*** Provided data Section Begins ***

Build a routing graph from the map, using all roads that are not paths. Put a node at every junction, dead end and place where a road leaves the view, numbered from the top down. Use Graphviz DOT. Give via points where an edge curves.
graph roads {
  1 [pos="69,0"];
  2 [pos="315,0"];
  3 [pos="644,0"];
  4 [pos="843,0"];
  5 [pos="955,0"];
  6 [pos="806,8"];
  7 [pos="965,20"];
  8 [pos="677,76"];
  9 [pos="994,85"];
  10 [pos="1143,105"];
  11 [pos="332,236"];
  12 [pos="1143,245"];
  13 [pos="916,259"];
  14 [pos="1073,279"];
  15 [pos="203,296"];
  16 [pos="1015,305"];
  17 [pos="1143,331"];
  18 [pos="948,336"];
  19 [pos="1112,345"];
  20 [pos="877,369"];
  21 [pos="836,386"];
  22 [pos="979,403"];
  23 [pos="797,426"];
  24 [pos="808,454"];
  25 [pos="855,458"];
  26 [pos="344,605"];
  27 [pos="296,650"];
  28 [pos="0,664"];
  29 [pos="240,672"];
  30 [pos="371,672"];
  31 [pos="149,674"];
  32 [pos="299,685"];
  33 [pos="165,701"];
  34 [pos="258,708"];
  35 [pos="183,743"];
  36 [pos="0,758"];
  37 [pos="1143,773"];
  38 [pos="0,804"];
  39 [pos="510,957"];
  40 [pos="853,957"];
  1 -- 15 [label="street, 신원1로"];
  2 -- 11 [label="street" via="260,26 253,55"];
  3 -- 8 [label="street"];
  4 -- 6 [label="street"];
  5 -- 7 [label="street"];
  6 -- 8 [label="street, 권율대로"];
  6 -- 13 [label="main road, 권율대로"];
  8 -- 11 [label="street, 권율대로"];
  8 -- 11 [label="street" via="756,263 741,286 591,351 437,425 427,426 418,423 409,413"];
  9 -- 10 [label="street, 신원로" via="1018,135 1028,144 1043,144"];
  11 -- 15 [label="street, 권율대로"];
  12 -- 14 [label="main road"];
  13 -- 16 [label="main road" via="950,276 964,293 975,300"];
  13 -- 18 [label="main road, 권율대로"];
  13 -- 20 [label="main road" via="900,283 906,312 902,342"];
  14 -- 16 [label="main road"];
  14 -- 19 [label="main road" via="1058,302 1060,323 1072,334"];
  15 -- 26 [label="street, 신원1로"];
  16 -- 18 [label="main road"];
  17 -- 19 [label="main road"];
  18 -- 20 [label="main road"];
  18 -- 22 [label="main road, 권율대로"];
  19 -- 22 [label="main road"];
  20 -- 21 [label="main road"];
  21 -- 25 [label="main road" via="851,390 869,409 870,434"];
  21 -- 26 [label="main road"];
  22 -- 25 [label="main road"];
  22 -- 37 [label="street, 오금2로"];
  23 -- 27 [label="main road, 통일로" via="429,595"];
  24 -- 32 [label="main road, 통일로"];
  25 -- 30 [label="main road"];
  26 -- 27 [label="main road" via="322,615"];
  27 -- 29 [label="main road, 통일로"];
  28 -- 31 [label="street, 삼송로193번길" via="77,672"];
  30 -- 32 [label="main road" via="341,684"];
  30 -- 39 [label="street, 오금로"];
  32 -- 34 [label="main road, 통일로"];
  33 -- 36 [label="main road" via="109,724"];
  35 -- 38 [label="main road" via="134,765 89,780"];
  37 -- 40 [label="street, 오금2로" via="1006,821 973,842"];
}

*** Provided data Section Ends ***

What the task requires: Having read the entries, repeat them all exactly.

Task result:
Build a routing graph from the map, using all roads that are not paths. Put a node at every junction, dead end and place where a road leaves the view, numbered from the top down. Use Graphviz DOT. Give via points where an edge curves.
graph roads {
  1 [pos="69,0"];
  2 [pos="315,0"];
  3 [pos="644,0"];
  4 [pos="843,0"];
  5 [pos="955,0"];
  6 [pos="806,8"];
  7 [pos="965,20"];
  8 [pos="677,76"];
  9 [pos="994,85"];
  10 [pos="1143,105"];
  11 [pos="332,236"];
  12 [pos="1143,245"];
  13 [pos="916,259"];
  14 [pos="1073,279"];
  15 [pos="203,296"];
  16 [pos="1015,305"];
  17 [pos="1143,331"];
  18 [pos="948,336"];
  19 [pos="1112,345"];
  20 [pos="877,369"];
  21 [pos="836,386"];
  22 [pos="979,403"];
  23 [pos="797,426"];
  24 [pos="808,454"];
  25 [pos="855,458"];
  26 [pos="344,605"];
  27 [pos="296,650"];
  28 [pos="0,664"];
  29 [pos="240,672"];
  30 [pos="371,672"];
  31 [pos="149,674"];
  32 [pos="299,685"];
  33 [pos="165,701"];
  34 [pos="258,708"];
  35 [pos="183,743"];
  36 [pos="0,758"];
  37 [pos="1143,773"];
  38 [pos="0,804"];
  39 [pos="510,957"];
  40 [pos="853,957"];
  1 -- 15 [label="street, 신원1로"];
  2 -- 11 [label="street" via="260,26 253,55"];
  3 -- 8 [label="street"];
  4 -- 6 [label="street"];
  5 -- 7 [label="street"];
  6 -- 8 [label="street, 권율대로"];
  6 -- 13 [label="main road, 권율대로"];
  8 -- 11 [label="street, 권율대로"];
  8 -- 11 [label="street" via="756,263 741,286 591,351 437,425 427,426 418,423 409,413"];
  9 -- 10 [label="street, 신원로" via="1018,135 1028,144 1043,144"];
  11 -- 15 [label="street, 권율대로"];
  12 -- 14 [label="main road"];
  13 -- 16 [label="main road" via="950,276 964,293 975,300"];
  13 -- 18 [label="main road, 권율대로"];
  13 -- 20 [label="main road" via="900,283 906,312 902,342"];
  14 -- 16 [label="main road"];
  14 -- 19 [label="main road" via="1058,302 1060,323 1072,334"];
  15 -- 26 [label="street, 신원1로"];
  16 -- 18 [label="main road"];
  17 -- 19 [label="main road"];
  18 -- 20 [label="main road"];
  18 -- 22 [label="main road, 권율대로"];
  19 -- 22 [label="main road"];
  20 -- 21 [label="main road"];
  21 -- 25 [label="main road" via="851,390 869,409 870,434"];
  21 -- 26 [label="main road"];
  22 -- 25 [label="main road"];
  22 -- 37 [label="street, 오금2로"];
  23 -- 27 [label="main road, 통일로" via="429,595"];
  24 -- 32 [label="main road, 통일로"];
  25 -- 30 [label="main road"];
  26 -- 27 [label="main road" via="322,615"];
  27 -- 29 [label="main road, 통일로"];
  28 -- 31 [label="street, 삼송로193번길" via="77,672"];
  30 -- 32 [label="main road" via="341,684"];
  30 -- 39 [label="street, 오금로"];
  32 -- 34 [label="main road, 통일로"];
  33 -- 36 [label="main road" via="109,724"];
  35 -- 38 [label="main road" via="134,765 89,780"];
  37 -- 40 [label="street, 오금2로" via="1006,821 973,842"];
}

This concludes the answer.